WORK TO BE COMPLETED: In the entries below, find the line with "ring mcp: (235, 249)" and the line with "middle dip: (561, 11)". Reproduce those two lines and every line between them exactly, and nothing more.
START RECORD EXCERPTS
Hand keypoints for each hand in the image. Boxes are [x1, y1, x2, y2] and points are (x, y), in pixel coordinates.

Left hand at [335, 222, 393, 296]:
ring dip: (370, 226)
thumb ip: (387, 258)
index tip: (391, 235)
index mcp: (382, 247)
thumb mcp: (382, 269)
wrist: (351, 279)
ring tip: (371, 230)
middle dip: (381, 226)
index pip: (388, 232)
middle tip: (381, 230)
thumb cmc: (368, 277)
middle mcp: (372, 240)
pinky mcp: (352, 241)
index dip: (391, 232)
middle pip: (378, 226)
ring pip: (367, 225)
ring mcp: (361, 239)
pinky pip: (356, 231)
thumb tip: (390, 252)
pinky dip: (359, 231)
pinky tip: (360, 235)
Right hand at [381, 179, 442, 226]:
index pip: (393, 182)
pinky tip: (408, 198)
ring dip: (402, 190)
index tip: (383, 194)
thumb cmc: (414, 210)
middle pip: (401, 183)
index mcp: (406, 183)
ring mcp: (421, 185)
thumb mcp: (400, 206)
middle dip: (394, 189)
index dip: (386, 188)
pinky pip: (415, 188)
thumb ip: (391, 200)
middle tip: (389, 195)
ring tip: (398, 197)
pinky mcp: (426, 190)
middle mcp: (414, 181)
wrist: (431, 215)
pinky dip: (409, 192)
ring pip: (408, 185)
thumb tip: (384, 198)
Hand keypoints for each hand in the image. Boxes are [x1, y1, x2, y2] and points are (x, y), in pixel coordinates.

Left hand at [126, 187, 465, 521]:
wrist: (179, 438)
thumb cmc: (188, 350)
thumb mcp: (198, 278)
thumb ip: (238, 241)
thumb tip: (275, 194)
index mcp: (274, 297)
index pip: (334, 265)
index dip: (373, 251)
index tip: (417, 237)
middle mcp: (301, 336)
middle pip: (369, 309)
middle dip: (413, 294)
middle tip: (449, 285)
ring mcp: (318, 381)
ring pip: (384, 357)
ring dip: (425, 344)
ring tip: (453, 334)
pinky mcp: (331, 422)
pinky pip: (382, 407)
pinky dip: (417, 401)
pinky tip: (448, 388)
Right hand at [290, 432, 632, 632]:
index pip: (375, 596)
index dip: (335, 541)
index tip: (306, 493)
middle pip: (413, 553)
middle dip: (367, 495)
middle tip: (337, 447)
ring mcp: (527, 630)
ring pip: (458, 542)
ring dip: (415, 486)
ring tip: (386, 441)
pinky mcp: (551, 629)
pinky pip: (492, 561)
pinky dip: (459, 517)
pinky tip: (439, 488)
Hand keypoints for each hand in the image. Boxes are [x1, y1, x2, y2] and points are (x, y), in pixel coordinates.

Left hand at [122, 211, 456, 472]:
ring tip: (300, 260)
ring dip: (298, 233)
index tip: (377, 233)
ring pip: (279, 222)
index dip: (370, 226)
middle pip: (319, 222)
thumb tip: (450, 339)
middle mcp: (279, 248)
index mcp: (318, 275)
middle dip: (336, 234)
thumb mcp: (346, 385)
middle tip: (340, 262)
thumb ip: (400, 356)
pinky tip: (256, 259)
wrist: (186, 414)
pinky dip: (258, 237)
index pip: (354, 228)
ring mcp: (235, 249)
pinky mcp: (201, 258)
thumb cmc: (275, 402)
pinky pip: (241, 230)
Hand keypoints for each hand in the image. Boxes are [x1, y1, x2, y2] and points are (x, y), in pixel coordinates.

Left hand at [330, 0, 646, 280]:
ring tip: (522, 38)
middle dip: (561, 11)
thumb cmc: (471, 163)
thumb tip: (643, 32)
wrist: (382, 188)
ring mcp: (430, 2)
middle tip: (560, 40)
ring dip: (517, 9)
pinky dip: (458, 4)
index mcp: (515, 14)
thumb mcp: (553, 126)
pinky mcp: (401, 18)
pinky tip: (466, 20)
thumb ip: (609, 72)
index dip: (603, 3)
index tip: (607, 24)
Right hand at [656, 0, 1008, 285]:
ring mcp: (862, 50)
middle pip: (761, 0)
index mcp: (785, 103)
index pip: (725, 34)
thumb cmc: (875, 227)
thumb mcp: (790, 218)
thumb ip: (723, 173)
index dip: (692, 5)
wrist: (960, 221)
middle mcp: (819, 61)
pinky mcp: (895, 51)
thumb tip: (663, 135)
END RECORD EXCERPTS
START RECORD EXCERPTS
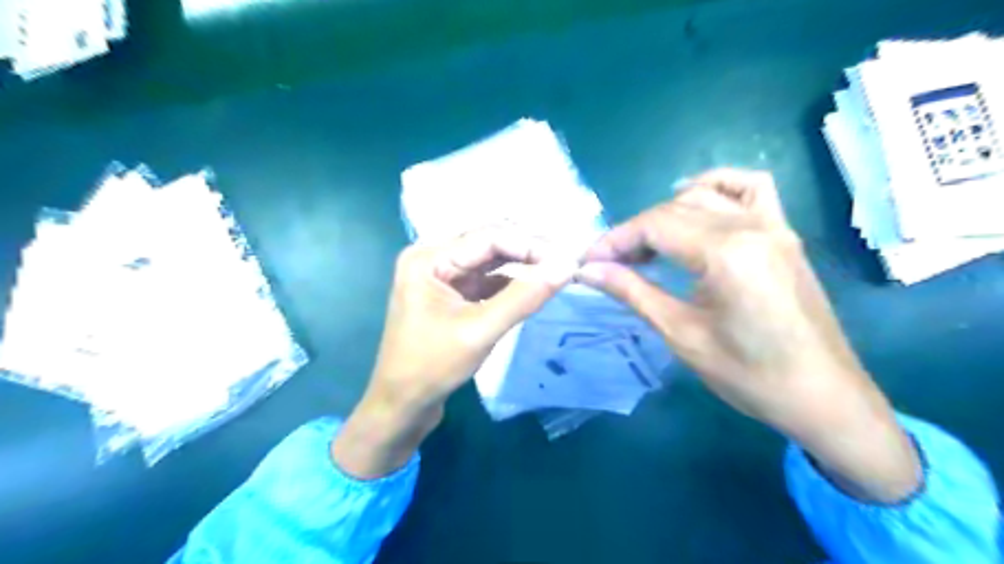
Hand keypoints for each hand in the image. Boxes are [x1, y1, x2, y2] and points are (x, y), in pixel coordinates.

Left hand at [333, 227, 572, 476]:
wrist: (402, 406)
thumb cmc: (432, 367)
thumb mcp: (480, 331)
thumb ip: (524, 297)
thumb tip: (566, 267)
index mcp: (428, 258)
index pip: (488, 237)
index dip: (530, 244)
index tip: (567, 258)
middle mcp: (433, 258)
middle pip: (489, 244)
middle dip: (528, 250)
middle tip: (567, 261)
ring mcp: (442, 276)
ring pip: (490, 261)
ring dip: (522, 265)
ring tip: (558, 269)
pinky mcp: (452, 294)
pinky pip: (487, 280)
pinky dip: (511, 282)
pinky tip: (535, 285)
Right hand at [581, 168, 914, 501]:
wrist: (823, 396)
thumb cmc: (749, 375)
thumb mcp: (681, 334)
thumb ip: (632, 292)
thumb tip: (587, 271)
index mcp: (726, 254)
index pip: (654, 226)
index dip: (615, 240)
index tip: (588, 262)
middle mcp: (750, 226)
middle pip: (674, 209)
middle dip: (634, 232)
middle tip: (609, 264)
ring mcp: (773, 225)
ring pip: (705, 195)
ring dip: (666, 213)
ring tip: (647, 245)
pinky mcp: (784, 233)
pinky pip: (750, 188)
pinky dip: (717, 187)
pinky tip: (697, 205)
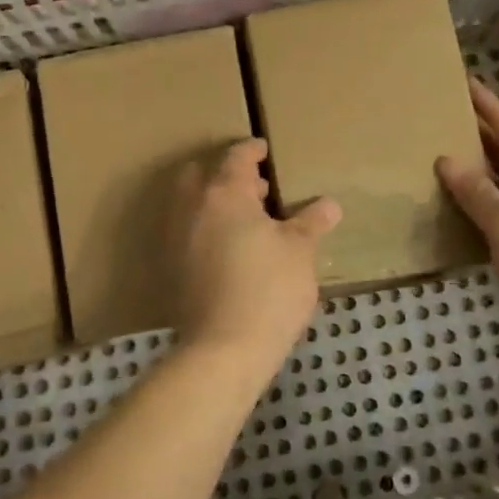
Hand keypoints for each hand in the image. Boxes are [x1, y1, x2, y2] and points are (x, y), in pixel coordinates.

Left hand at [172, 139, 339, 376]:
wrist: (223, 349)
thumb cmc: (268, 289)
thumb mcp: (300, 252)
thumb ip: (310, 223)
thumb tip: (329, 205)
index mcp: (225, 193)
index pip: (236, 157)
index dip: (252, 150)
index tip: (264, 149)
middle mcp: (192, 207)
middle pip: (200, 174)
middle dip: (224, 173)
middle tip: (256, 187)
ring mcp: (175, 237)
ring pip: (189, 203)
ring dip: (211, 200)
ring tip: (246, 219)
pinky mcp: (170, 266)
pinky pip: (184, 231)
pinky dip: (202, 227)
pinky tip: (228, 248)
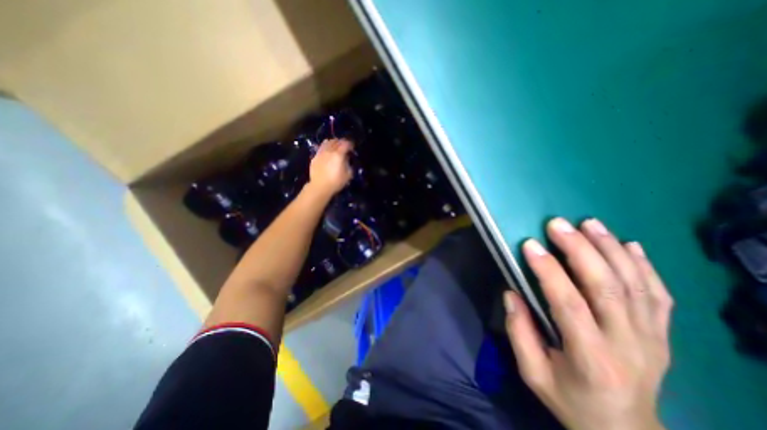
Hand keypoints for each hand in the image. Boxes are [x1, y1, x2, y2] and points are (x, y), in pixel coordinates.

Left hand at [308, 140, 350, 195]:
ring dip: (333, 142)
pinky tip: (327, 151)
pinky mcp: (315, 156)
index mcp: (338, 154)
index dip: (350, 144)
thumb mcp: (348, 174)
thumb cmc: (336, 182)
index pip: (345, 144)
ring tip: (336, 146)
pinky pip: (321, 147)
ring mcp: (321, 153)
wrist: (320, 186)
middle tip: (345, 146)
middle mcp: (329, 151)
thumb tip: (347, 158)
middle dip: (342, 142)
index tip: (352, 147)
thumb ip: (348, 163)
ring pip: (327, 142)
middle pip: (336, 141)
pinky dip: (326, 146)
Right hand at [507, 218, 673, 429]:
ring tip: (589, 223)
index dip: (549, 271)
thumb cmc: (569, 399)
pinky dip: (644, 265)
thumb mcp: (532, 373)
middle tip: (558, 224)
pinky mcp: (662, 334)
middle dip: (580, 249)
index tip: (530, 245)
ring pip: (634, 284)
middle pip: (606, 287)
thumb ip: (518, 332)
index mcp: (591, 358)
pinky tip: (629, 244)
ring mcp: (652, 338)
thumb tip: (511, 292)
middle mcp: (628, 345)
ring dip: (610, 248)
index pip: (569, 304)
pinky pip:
END RECORD EXCERPTS
PROBLEM SOLUTION:
ring mcp: (235, 249)
pinky mcp: (201, 258)
thumb cmc: (275, 402)
pinky pip: (241, 230)
Hand keypoints for each hand in the image. Boxes are [x1, y1, x2, y2] and points are (x, y), in pixel coordinates.

Left hand at [330, 0, 646, 280]:
ring tip: (522, 38)
middle dip: (561, 11)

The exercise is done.